I was young when “Meet the Beatles” was released in the U.S. Just barely ten years old. I’m pretty sure I watched the Beatles on The Ed “really big shoo” Sullivan Show in February, 1964. But I’m also pretty sure I didn’t understand Beatlemania, and why all those girls were screaming and crying and ripping their hair out. But the Fab Four faced some pretty stiff competition for attention in my ten year old life – the formidable likes of Julie Andrews, Colorforms and my Barbie!
A couple years later, I got it. The Monkees exploded onto TV in 1966. I was totally smitten. Beatles smeatles – THESE guys had talent and no funny accents. Classic! I used to pass notes – a quaint, ancient form of texting – in school with a fellow Monkee lover. We drew little pictures in the corners of our notes of Mikes’ cute little wool hat, ever present on his head. Now I wonder if his head ever got hot.

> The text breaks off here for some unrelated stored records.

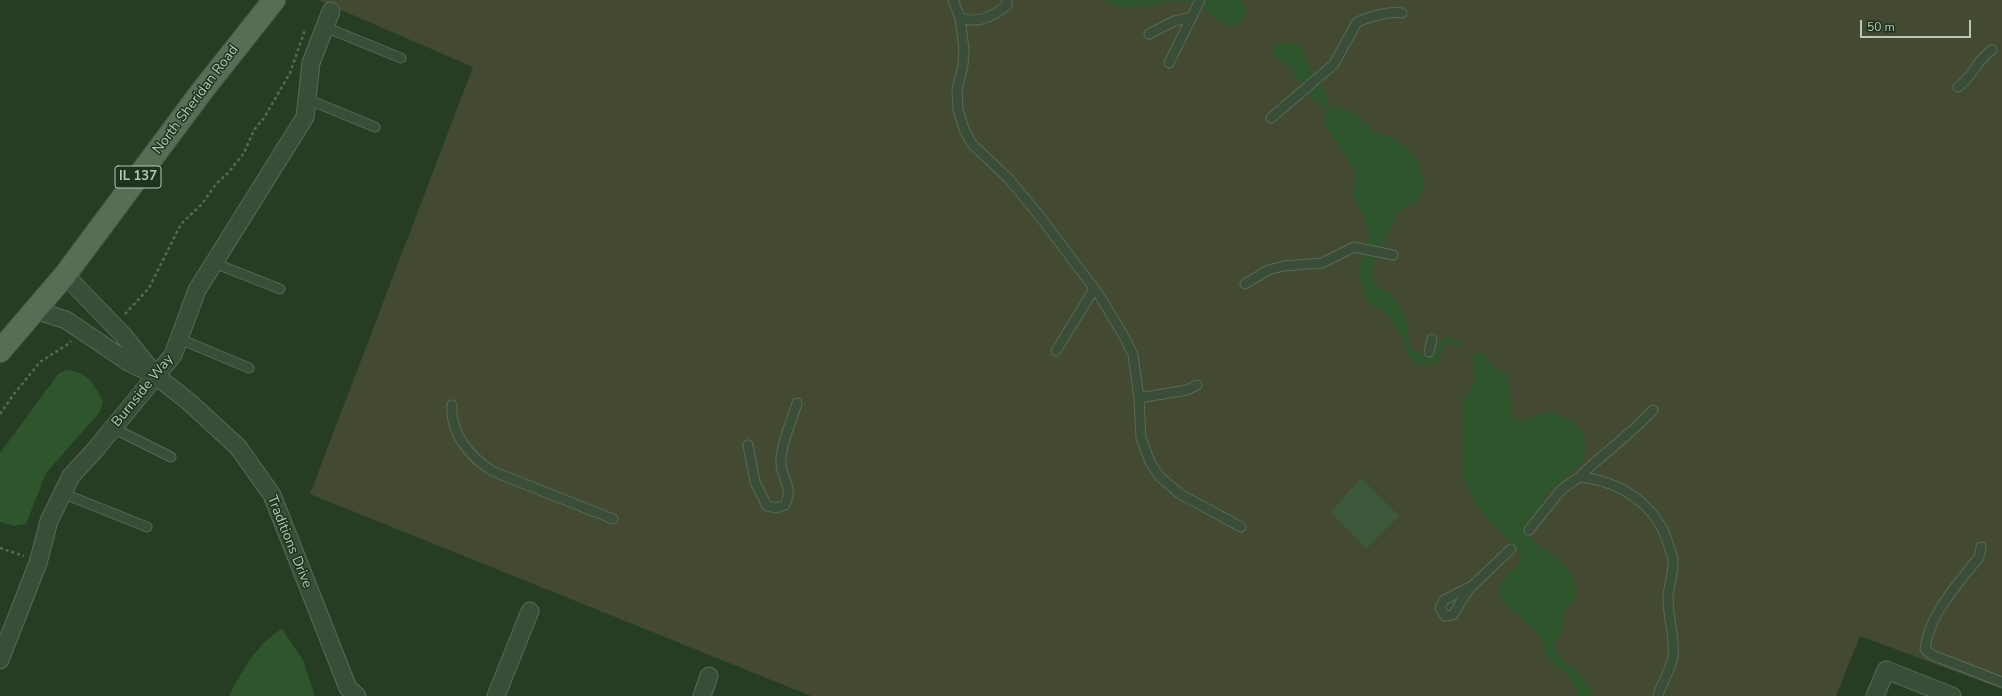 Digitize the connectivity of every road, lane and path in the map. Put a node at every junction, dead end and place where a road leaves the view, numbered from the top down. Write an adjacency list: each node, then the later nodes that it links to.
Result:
1 (274, 0): 19 (main road, North Sheridan Road / IL 137)
2 (953, 0): 6 (lane)
3 (1007, 0): 6 (lane)
4 (1196, 8): 9 (lane); 12 (lane)
5 (1402, 13): 15 (lane)
6 (960, 18): 22 (lane)
7 (328, 19): 11 (lane); 14 (street, Burnside Way)
8 (306, 28): 24 (path)
9 (1149, 34)
10 (1992, 50): 13 (lane)
11 (401, 58)
12 (1170, 63)
13 (1958, 87)
14 (307, 99): 16 (lane); 18 (street, Burnside Way)
15 (1270, 118)
16 (375, 127)
17 (1393, 255): 20 (lane)
18 (214, 263): 21 (lane); 27 (street, Burnside Way)
19 (65, 275): 23 (main road, North Sheridan Road / IL 137); 32 (street, Traditions Drive)
20 (1245, 284)
21 (280, 289)
22 (1094, 289): 29 (lane); 34 (lane)
23 (35, 310): 25 (street, Traditions Drive); 28 (main road, North Sheridan Road / IL 137)
24 (123, 315)
25 (80, 329): 32 (street, Traditions Drive); 38 (path)
26 (1432, 338): 30 (lane)
27 (180, 339): 31 (lane); 32 (street, Burnside Way)
28 (0, 351)
29 (1056, 351)
30 (1429, 352)
31 (249, 368)
32 (156, 376): 39 (street, Burnside Way); 57 (street, Traditions Drive)
33 (1198, 385): 34 (lane)
34 (1139, 398): 46 (lane)
35 (797, 403): 40 (lane)
36 (452, 405): 44 (lane)
37 (1653, 410): 42 (lane)
38 (0, 414)
39 (113, 428): 41 (lane); 43 (street, Burnside Way)
40 (748, 445)
41 (171, 457)
42 (1579, 477): 47 (lane); 60 (lane)
43 (62, 493): 45 (lane); 51 (street, Burnside Way)
44 (613, 519)
45 (147, 527)
46 (1241, 527)
47 (1530, 530)
48 (1981, 547): 56 (lane)
49 (0, 548): 51 (path)
50 (1511, 549): 52 (lane)
51 (39, 561): 54 (street, Burnside Way)
52 (1472, 586)
53 (530, 611): 58 (street)
54 (0, 660)
55 (709, 676): 59 (street)
56 (2002, 682)
57 (356, 696)
58 (496, 696)
59 (702, 696)
60 (1658, 696)
61 (1875, 696): 62 (street)
62 (1952, 696)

I even saw them in “concert”. I’m still not sure who actually played the instruments, but ignorance is bliss and I screamed until I had no voice.
I’d forgotten how it felt to have that primitive, star struck, visceral response that reduces you to squealing mass of tongue tied tween. Until last summer…
I went to the Tour de France.
I’ll pause for a minute to let that sink in…
If you’re not a professional cycling fan, you won’t get it. I’m not even sure I get it. I don’t even ride a bike.
All I know is that I became a quivering, teeny bopping mess all over again. I saw, live and in person, the professional cyclists I greatly admire and knew only from my Mac and flat screen TV! Incredibly talented, world class athletes in the most grueling endurance sporting event in the world, and some of them were standing right beside me.
On the outside, I played it cool. Most of the time.
Inside, I was a roiling, tumultuous, star struck twelve year old who just wanted to squeal, “OMG, is that Marcel Kittel sitting over there?” and “OMG, there’s Peter Sagan!!” and “OMG…Jens! Jens!! JENS!!!” And sometimes, despite attempts to control myself, it just came squealing out – quietly – anyway. I couldn’t help it.
My 36 year old Australian TDF roommate didn’t know what to make of me. I think I scared her a little. So, okay…you know you’re really kind of nuts if you out-crazy an Aussie cycling fan, right? I think I scared myself a little.
But boy, did it feel good to be so thrilled and excited and passionate about something on such a gut level! To give yourself the permission to feel that innocent joy and limitless possiblity of your youth again after so many years. Catnip for the soul. Fountain of youth for the spirit. Definitely NOT aging gracefully!
Amgen Tour of California this year anybody? I promise, I’ll try to control myself.